Martinique is officially part of France, just like Hawaii and Alaska are a part of America. We have a French courtesy flag flying on our boat right now. There are French people everywhere and Marin is primarily a small town with a really big marina - so the yachting world and European atmosphere somewhat overpowers the Caribbean feel here. I've met more French people than West Indians in this place. So we discovered that in this particular harbor, only special people are allowed to pay for wireless internet - people who are also paying the marina to perch on their dock. Being that we aren't that kind of special, we found that a local bar quite close to our anchorage had wireless access. So Quay 13, pronounce "kay trez," became our home away from home. I am now on quite good terms with the entire staff at Quay 13 - including Samir who brings me an endless supply of olives and lends me his computer, Cindi and Solan, the lovely bartenders with whom I try to practice my French, and Solan's young son Wilson, an adorable little monster wih skin the color of creme brulee, big blue eyes and an afro of tousled brown blonde curls standing out in all directions. Then of course, there is William, one of the owners, who has declared himself my personal tour guide and has already graciously taken me on a day of adventures.

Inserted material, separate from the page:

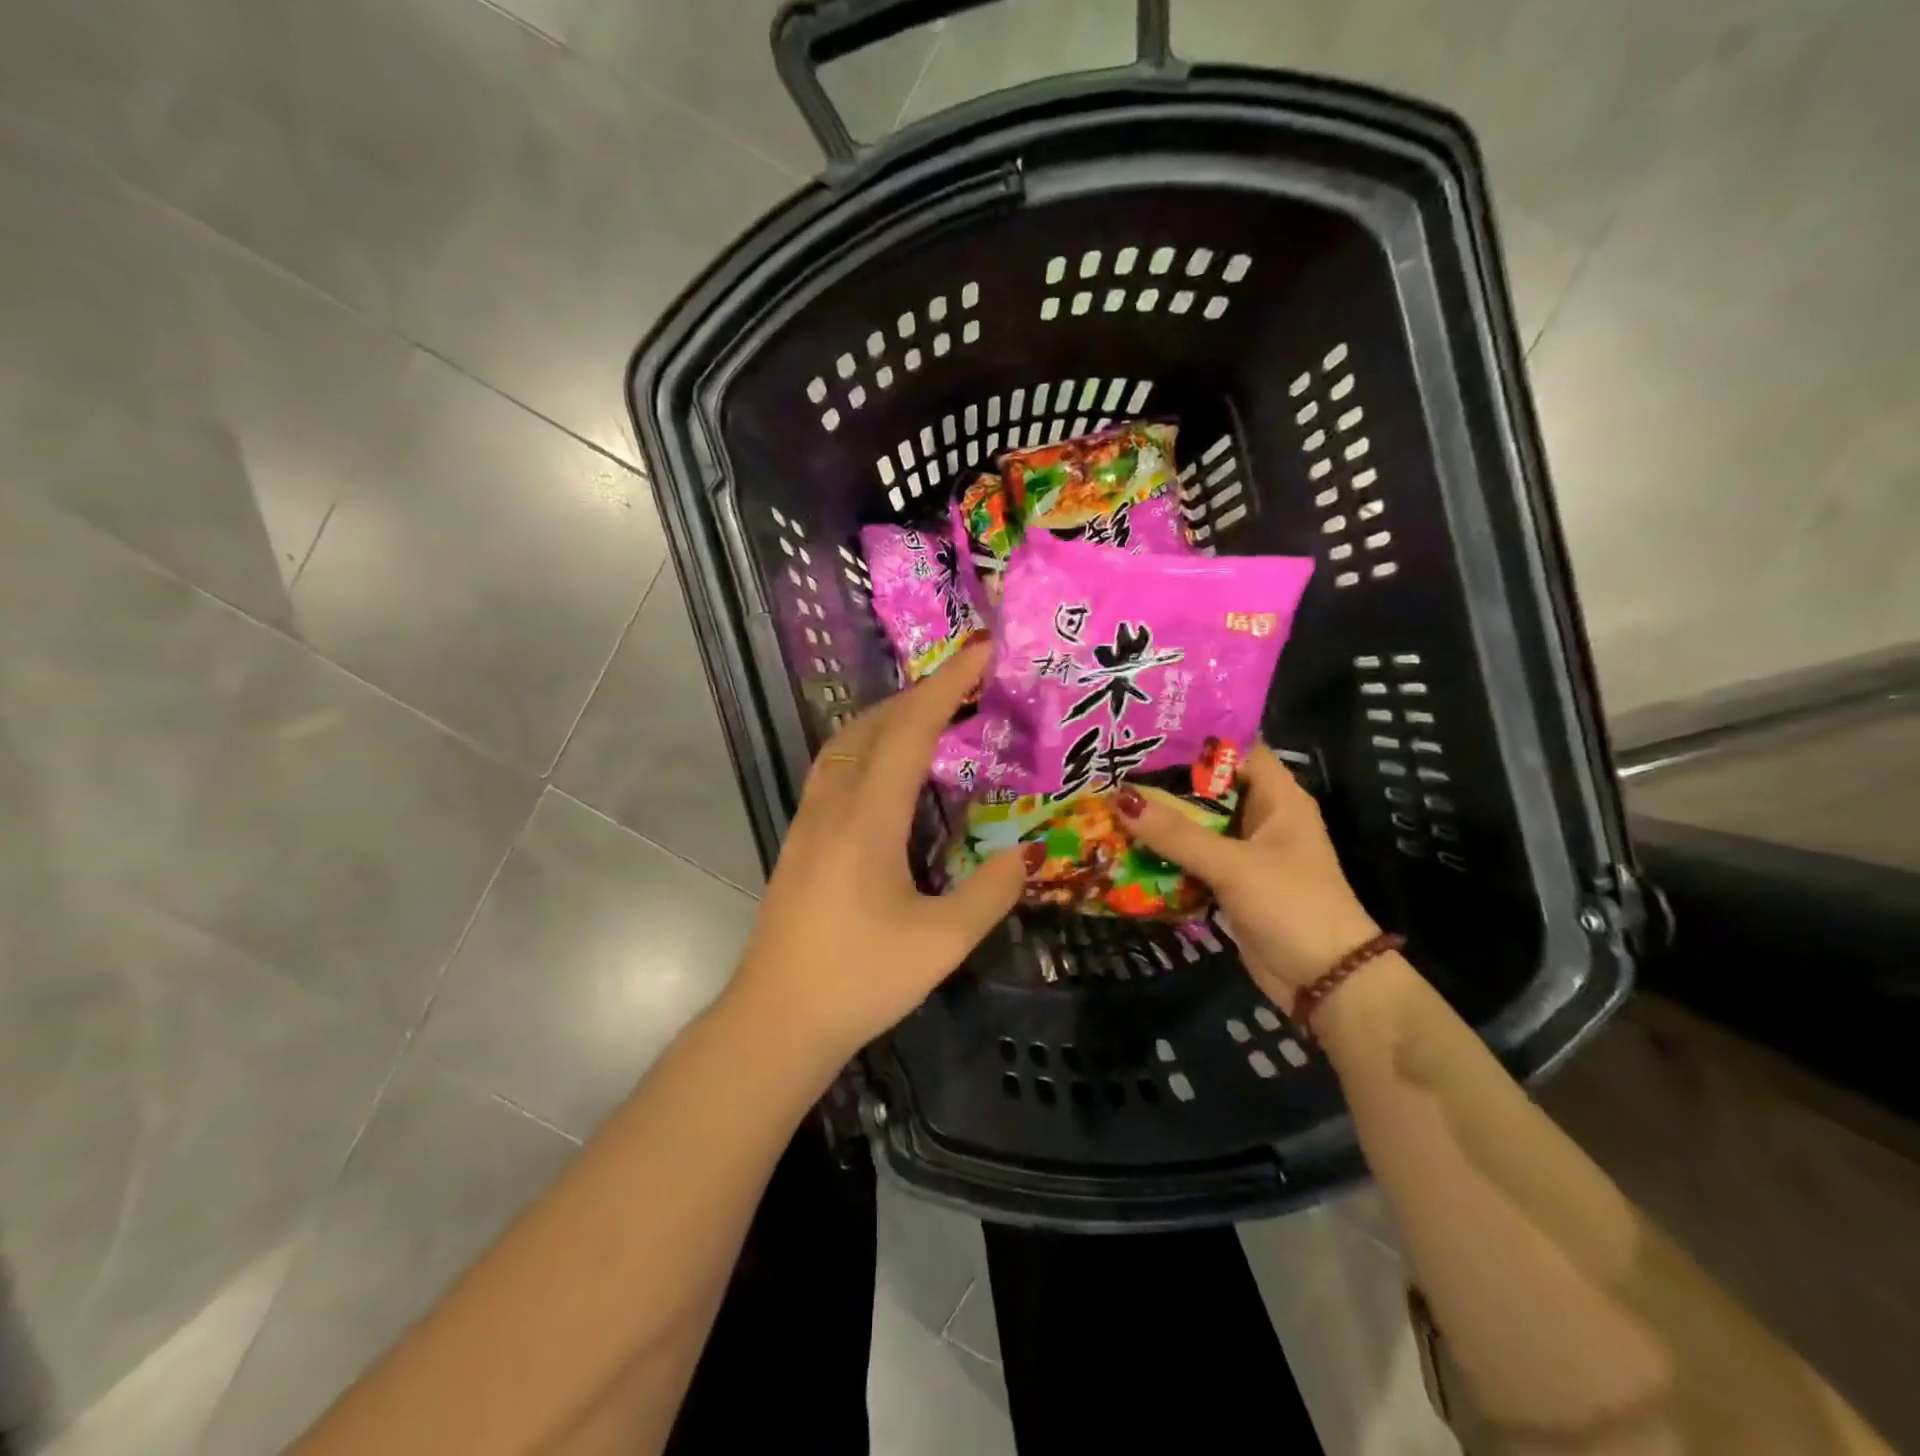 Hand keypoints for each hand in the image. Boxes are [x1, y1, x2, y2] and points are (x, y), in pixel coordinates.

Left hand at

He picked me up on his motorcycle and asked "Do you like to go fast?" Haha. Silly question, my friend. So we sped off through the Martinique countryside, with the sun shining, the wind flying by and the lush greenery scrolling past like a moving painting of pastoral charm. At one point, we came to a field of white cows. The grass was so incredibly green; that kind of lemony green, like it had swallowed a bit of sunlight and was burning from within. And the cows were very regal looking. If you could imagine cows less plump and more angular, and looking at the world arond them in a very buddhist-like detached state as if nothing could phase them. White cows with sunlight blazing off their fur. White cows standing, and lying down, in groups of two or three, and alone, and staring - all defined by that green, green grass. And sitting amongst, around, and on the backs of some of the cows were white egrets adding even a touch more elegance to a scene which belonged painted on a delicate and frilly piece of china - or hanging in a museum somewhere. In the background, a French plantation villa sprawled on the hillside framed with gently waving palms. Bougainvillea and a multitude of other wildflowers oozed down the slopes encroaching on the green with feathered feelers.

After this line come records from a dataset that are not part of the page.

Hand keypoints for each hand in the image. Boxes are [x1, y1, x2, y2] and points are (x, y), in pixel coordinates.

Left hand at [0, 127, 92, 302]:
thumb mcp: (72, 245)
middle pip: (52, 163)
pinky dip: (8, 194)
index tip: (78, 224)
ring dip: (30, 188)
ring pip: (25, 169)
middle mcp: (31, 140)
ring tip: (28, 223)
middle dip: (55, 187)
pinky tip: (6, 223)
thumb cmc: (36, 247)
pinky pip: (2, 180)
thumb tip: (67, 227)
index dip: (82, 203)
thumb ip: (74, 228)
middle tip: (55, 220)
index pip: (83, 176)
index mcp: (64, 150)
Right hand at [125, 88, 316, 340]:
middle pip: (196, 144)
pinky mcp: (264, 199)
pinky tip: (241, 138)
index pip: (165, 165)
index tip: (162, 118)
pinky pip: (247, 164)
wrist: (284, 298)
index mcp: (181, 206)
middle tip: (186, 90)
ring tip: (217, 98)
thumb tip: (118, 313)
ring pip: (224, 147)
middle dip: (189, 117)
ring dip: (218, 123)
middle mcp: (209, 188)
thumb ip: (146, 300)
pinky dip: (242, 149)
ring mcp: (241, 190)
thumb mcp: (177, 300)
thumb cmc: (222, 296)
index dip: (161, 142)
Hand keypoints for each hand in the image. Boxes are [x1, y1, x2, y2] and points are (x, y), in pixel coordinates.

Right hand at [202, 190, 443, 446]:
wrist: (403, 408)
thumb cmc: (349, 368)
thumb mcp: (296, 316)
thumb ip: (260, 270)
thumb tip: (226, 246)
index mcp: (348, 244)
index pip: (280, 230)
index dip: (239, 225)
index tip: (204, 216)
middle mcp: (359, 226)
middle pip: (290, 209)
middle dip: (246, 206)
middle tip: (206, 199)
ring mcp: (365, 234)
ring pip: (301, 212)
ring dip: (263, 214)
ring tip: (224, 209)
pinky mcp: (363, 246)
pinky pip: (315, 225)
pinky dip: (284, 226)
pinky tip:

Later I saw a tree. A tree with no leaves, only bare branches, all reaching out to form a fan above it's trunk. And in every nook of every branch was an egret standing. Maybe 30 of them all splayed out evenly as if they had discussed the pattern of their arrangement ahead of time so as to make a perfect picture of balance and natural symmetry. I may be the only person who now knows that egrets DO grow on trees. But I tell you, I believe.

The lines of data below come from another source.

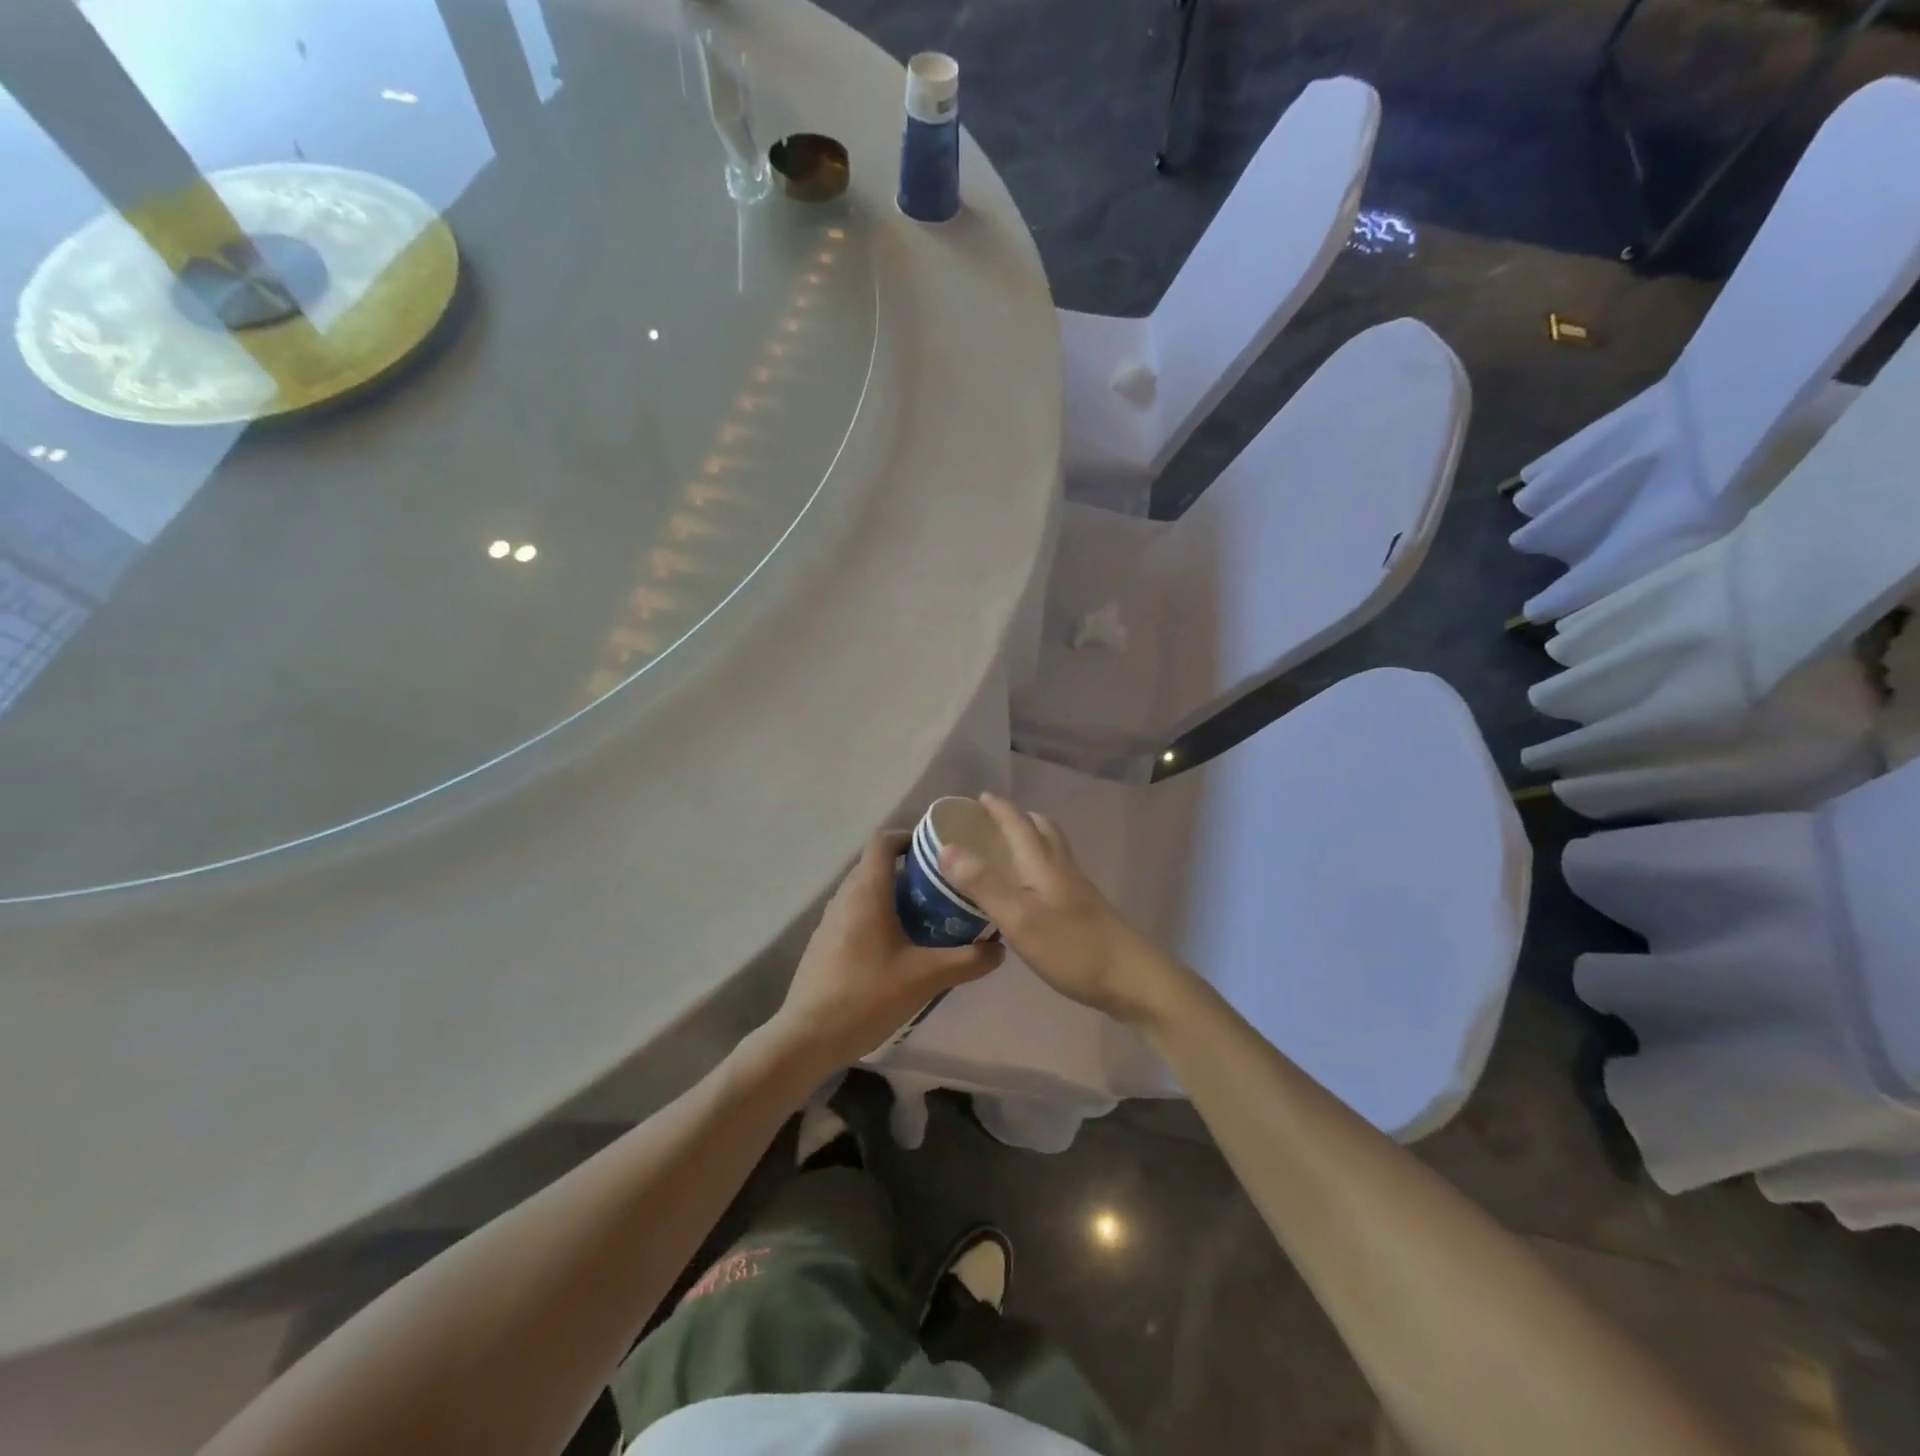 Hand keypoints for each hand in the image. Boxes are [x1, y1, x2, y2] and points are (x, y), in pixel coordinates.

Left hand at [768, 831, 1002, 1072]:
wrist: (808, 1037)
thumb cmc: (867, 995)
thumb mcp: (926, 978)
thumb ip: (967, 960)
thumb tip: (999, 948)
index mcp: (867, 892)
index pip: (883, 841)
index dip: (908, 836)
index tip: (936, 850)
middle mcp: (845, 897)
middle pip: (875, 864)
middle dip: (909, 868)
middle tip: (942, 885)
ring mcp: (830, 921)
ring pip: (865, 891)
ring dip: (893, 894)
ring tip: (927, 914)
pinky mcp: (824, 943)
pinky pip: (855, 913)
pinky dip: (878, 915)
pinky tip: (899, 946)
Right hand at [937, 793, 1183, 1026]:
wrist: (1131, 978)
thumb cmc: (1072, 948)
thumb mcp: (1019, 918)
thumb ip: (984, 884)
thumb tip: (946, 848)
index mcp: (1043, 864)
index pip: (1019, 824)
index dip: (999, 808)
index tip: (979, 798)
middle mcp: (1062, 868)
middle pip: (1043, 830)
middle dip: (1019, 819)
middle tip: (993, 823)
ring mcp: (1077, 889)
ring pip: (1052, 850)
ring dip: (1031, 840)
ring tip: (1008, 852)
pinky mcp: (1085, 909)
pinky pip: (1056, 872)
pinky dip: (1038, 866)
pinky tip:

Later we arrived at the Petrified Forest, a place William had never been. As we hiked through a tunnel of jungle-like foliage we saw a mongoose stalk past low to the ground with its tail straight out behind it like a hunting dog pointing towards its prize. The air was choked with butterflies (papillon) in butter, amethyst, and tangerine. There was a little wooden bridge accessed by stepping stones leading us into le foret de petrification. William kept saying as we were hiking in "Ou est le fucking foret?" (Where is the fucking forest?) It was a bit hard to see the forest, certainment. Like most petrified sites, picked over for years by ravenous trinket hungry tourists, there was not much left of the forest but a few rocklike objects which looked like they might have tree circles. But the coastline was gorgeous and the windward side of the island as always gave me great pleasure as the wind ripped across the landscape and huge waves crashed upon the jagged rocks in an endless interchange of wave theory and resonance, communion and interference, rage and stillness and perpetual motion. That crashing semi-rhythmic pulse reminds me that being on the water and being at the water's edge - where it meets it's antithesis, the hard for it's soft, the shape for it's no shape, the canvass on which it pounds out it's symphony - are two very different things, both holding great merit.

We failed to find the elusive foret, but were not unsatisfied with the journey nevertheless.